_PROBLEM TO SOLVE_: Only one span is wanted from the lines below: from the one with "pinky mcp: (487, 341)" up to and including the one with "ring dip: (563, 317)". Copy it exactly, without images.

_SUPPLIED INFORMATION_:

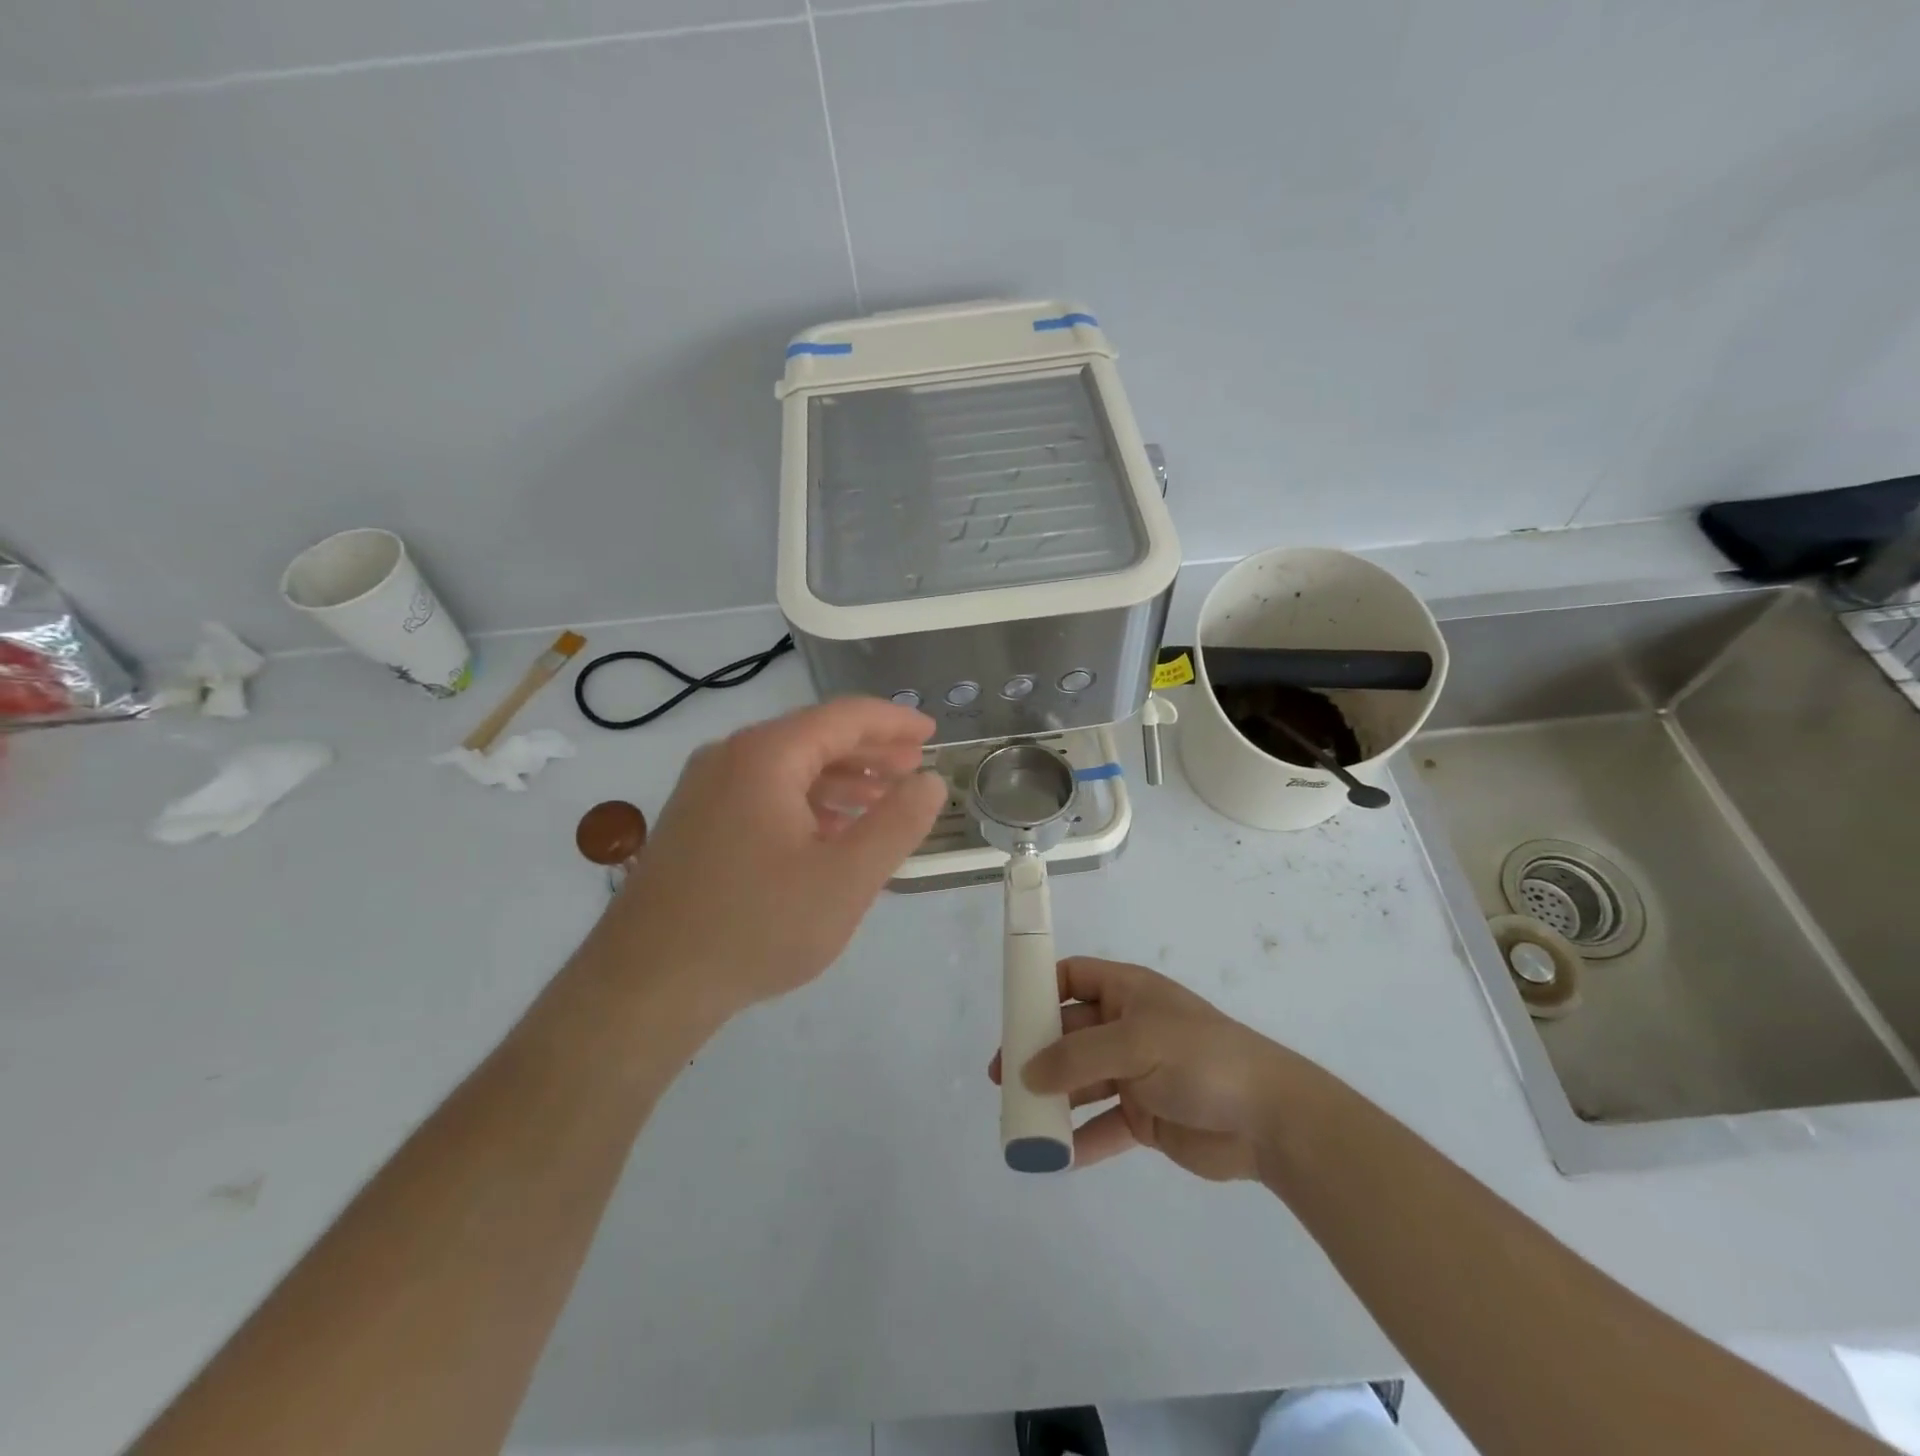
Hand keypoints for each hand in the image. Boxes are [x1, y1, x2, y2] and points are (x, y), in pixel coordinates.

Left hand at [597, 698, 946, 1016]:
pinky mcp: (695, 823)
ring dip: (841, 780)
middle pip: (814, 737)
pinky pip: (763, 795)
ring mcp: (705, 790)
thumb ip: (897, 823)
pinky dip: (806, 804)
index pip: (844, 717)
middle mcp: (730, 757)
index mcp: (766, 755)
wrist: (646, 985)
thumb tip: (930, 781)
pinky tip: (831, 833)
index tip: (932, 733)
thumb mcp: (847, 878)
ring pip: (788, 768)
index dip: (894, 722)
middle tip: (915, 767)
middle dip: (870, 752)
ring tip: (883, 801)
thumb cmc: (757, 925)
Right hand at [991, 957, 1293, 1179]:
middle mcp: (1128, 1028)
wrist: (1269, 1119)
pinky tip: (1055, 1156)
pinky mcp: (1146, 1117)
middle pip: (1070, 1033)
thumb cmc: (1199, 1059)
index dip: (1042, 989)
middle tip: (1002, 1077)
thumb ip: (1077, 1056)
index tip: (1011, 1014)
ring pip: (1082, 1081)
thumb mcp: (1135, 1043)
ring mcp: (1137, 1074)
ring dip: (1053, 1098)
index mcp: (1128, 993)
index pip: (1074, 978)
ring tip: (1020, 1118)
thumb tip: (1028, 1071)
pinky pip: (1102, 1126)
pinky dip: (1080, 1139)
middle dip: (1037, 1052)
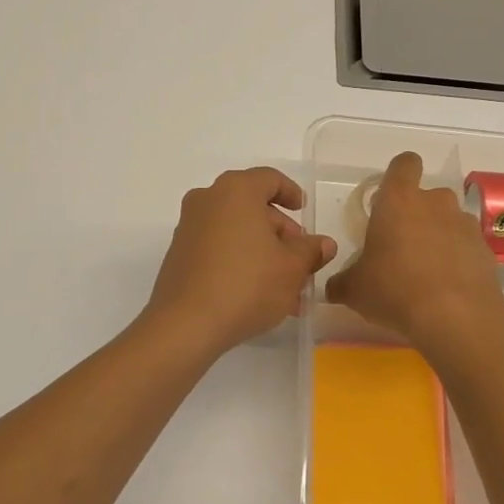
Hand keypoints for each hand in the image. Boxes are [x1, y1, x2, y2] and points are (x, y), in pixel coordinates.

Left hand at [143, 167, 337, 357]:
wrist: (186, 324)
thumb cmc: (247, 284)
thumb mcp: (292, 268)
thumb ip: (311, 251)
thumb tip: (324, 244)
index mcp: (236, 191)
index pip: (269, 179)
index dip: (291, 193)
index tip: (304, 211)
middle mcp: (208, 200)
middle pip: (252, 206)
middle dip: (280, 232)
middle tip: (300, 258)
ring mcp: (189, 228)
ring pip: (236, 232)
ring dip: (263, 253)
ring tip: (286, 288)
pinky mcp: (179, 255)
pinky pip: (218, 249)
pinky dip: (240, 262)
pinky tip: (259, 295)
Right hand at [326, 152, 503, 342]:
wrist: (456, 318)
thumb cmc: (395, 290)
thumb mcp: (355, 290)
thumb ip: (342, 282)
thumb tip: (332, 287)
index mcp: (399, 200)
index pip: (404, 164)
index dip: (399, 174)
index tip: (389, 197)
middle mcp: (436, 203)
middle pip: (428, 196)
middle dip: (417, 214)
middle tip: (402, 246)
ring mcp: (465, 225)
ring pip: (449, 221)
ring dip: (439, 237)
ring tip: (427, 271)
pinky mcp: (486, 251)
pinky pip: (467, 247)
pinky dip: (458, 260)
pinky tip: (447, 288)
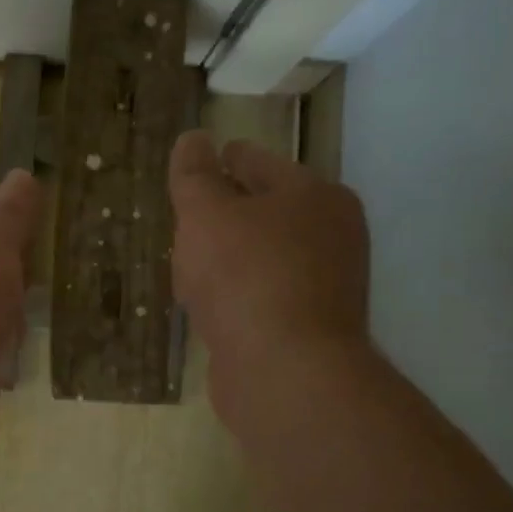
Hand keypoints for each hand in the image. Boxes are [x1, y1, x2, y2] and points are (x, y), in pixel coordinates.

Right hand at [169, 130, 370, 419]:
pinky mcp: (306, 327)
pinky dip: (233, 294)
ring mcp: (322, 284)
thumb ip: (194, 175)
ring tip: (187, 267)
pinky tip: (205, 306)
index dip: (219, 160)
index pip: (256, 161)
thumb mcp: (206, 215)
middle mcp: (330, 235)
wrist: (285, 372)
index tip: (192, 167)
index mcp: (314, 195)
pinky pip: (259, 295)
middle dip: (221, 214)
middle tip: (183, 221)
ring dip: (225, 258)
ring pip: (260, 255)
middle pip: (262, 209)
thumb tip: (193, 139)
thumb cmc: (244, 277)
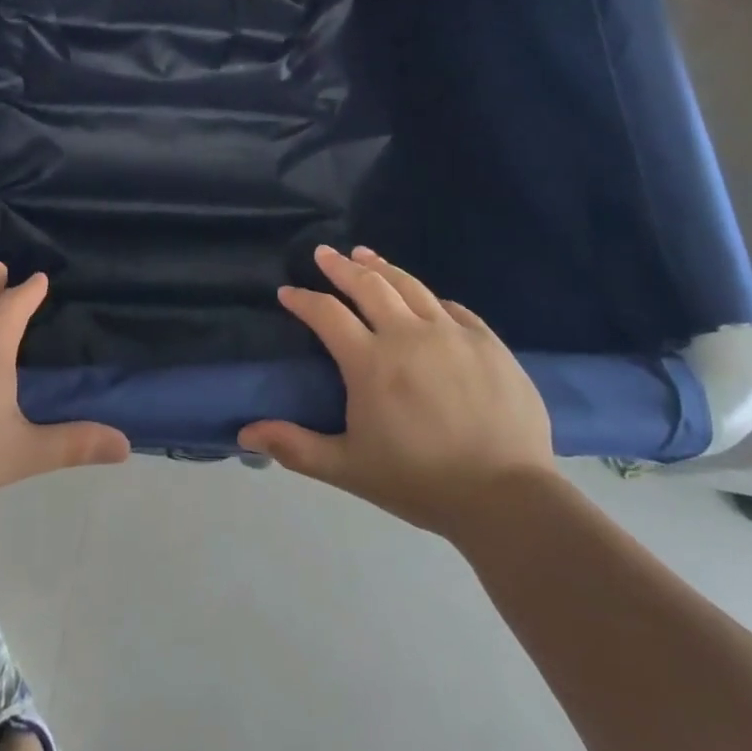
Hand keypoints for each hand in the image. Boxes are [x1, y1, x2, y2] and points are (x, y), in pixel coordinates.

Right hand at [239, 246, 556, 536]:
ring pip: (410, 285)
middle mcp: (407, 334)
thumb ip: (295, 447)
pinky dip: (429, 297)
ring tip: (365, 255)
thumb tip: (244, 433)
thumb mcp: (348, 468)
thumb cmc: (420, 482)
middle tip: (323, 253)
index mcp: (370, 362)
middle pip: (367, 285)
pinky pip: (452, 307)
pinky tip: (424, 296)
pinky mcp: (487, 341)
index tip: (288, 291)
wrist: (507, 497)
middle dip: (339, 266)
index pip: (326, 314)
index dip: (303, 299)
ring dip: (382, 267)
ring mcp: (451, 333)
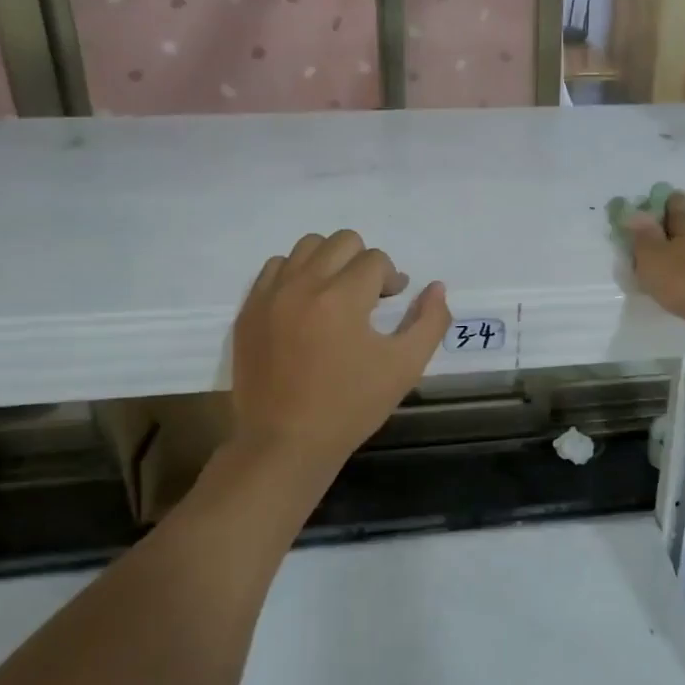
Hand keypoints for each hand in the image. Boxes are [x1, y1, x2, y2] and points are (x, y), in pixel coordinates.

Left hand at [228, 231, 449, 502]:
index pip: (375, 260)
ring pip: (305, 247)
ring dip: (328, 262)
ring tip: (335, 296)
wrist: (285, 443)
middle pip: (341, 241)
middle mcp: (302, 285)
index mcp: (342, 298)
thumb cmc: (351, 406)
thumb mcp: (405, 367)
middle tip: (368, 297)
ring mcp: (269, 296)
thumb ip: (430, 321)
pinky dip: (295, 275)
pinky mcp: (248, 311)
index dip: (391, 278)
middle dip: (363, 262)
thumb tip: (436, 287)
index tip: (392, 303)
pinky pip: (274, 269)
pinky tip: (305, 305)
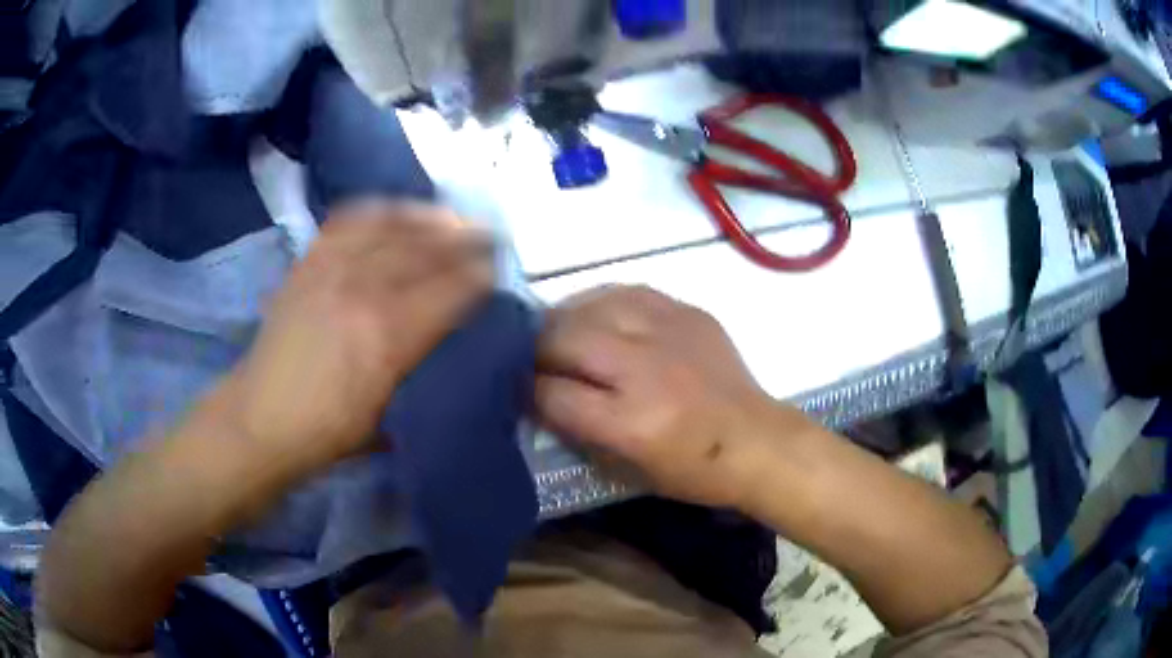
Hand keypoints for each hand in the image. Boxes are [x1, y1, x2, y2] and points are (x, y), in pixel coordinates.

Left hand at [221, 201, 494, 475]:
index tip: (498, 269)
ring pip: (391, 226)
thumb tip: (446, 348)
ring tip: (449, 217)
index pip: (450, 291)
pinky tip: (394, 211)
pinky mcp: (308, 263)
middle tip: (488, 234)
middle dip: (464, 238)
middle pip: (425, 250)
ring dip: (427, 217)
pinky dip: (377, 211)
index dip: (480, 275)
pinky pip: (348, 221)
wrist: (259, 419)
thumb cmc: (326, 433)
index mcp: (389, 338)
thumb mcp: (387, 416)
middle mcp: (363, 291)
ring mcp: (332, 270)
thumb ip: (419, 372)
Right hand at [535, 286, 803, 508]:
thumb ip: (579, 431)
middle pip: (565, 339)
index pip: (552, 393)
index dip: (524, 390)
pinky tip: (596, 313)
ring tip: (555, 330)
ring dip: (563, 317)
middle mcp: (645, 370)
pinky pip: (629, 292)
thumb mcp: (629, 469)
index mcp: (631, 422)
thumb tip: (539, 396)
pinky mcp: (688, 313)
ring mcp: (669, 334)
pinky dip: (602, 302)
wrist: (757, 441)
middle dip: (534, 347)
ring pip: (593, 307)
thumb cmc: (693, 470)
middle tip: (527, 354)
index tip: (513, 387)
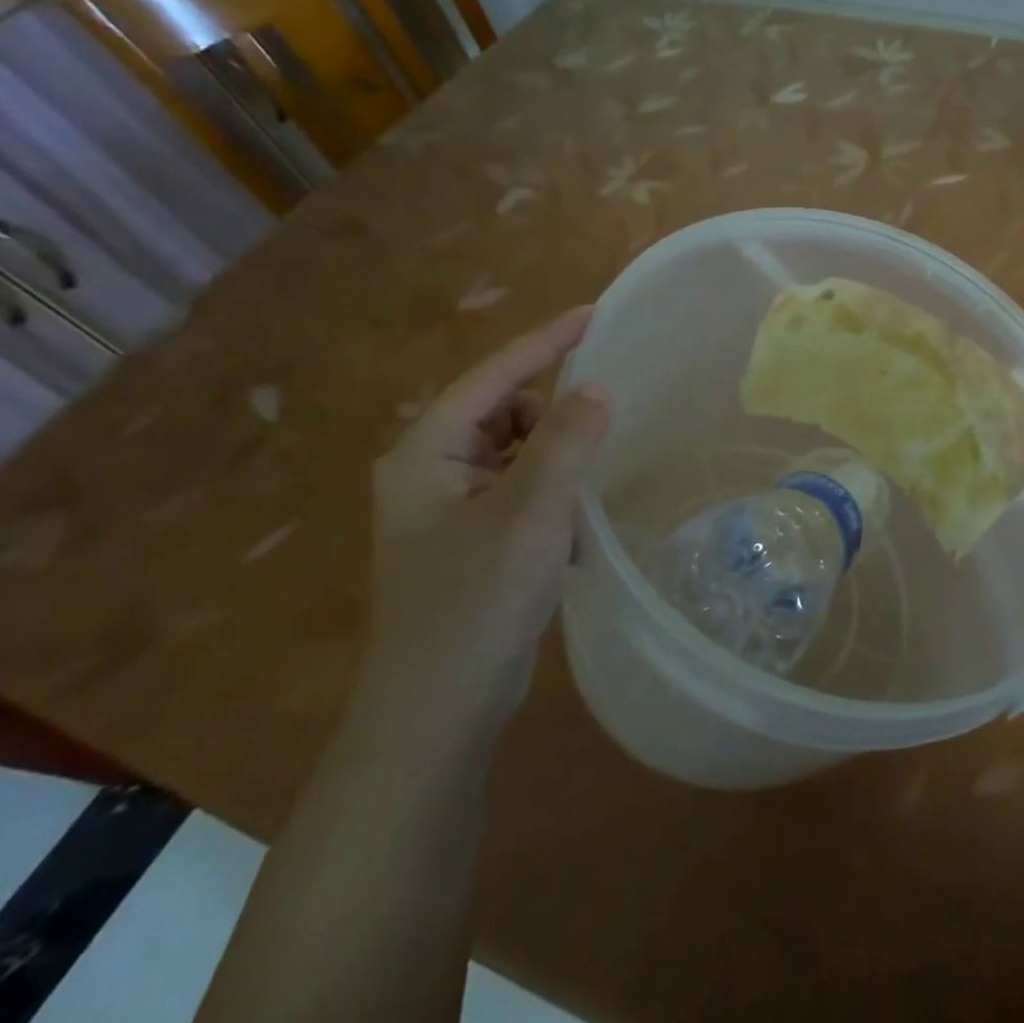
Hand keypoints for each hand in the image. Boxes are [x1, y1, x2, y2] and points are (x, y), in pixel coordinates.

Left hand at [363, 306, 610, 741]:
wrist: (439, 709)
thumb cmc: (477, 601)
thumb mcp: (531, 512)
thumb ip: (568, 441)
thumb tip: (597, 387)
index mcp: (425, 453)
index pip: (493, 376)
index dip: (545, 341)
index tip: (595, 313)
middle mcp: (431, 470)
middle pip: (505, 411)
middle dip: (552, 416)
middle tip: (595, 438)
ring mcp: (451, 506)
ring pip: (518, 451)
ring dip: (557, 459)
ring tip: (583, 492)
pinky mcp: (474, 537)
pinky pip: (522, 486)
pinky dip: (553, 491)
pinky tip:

_SOLUTION FOR THIS TASK_:
pinky mcp: (487, 341)
index tip: (288, 291)
wrist: (507, 497)
middle dip: (339, 266)
index pip: (326, 314)
index dip: (303, 299)
ring dip: (382, 267)
ring mcp: (451, 333)
Hand keypoints for each hand in the image. Boxes are [x1, y1, x2, y2] and points are (x, y), in pixel coordinates.

Left hand at [228, 231, 449, 502]:
index pip: (375, 260)
ring pip: (305, 247)
ring dip: (328, 262)
ring tip: (335, 296)
wrist: (285, 443)
middle pip: (341, 241)
middle mcp: (302, 285)
index mcp: (342, 298)
thumb cmc: (351, 406)
thumb mcp: (405, 367)
middle tip: (368, 297)
ring mcp: (269, 296)
thumb ip: (430, 321)
pinky dip: (295, 275)
pinky mcp: (248, 311)
index dip: (391, 278)
middle dip: (363, 262)
thumb tip: (436, 287)
index tip: (392, 303)
pinky pip: (274, 269)
pinky tip: (305, 305)
Hand keypoints for each hand in the image. Boxes are [x1, y1, x2, y2] and points are (x, y), in pixel coordinates.

Left hand at [221, 201, 494, 475]:
index tip: (498, 269)
ring pip: (391, 226)
thumb tip: (446, 348)
ring tip: (449, 217)
index pip: (450, 291)
pinky tip: (394, 211)
pinky mcp: (308, 263)
middle tip: (488, 234)
middle dip: (464, 238)
middle pip: (425, 250)
ring dip: (427, 217)
pinky dip: (377, 211)
index dip: (480, 275)
pinky pip: (348, 221)
wrist: (259, 419)
thumb cmc: (326, 433)
index mcp: (389, 338)
thumb mcp: (387, 416)
middle mcp: (363, 291)
ring mcp: (332, 270)
thumb ip: (419, 372)
Right hand at [535, 286, 803, 508]:
thumb ip: (579, 431)
middle pip: (565, 339)
index pip: (552, 393)
index dip: (524, 390)
pinky tip: (596, 313)
ring tip: (555, 330)
ring dip: (563, 317)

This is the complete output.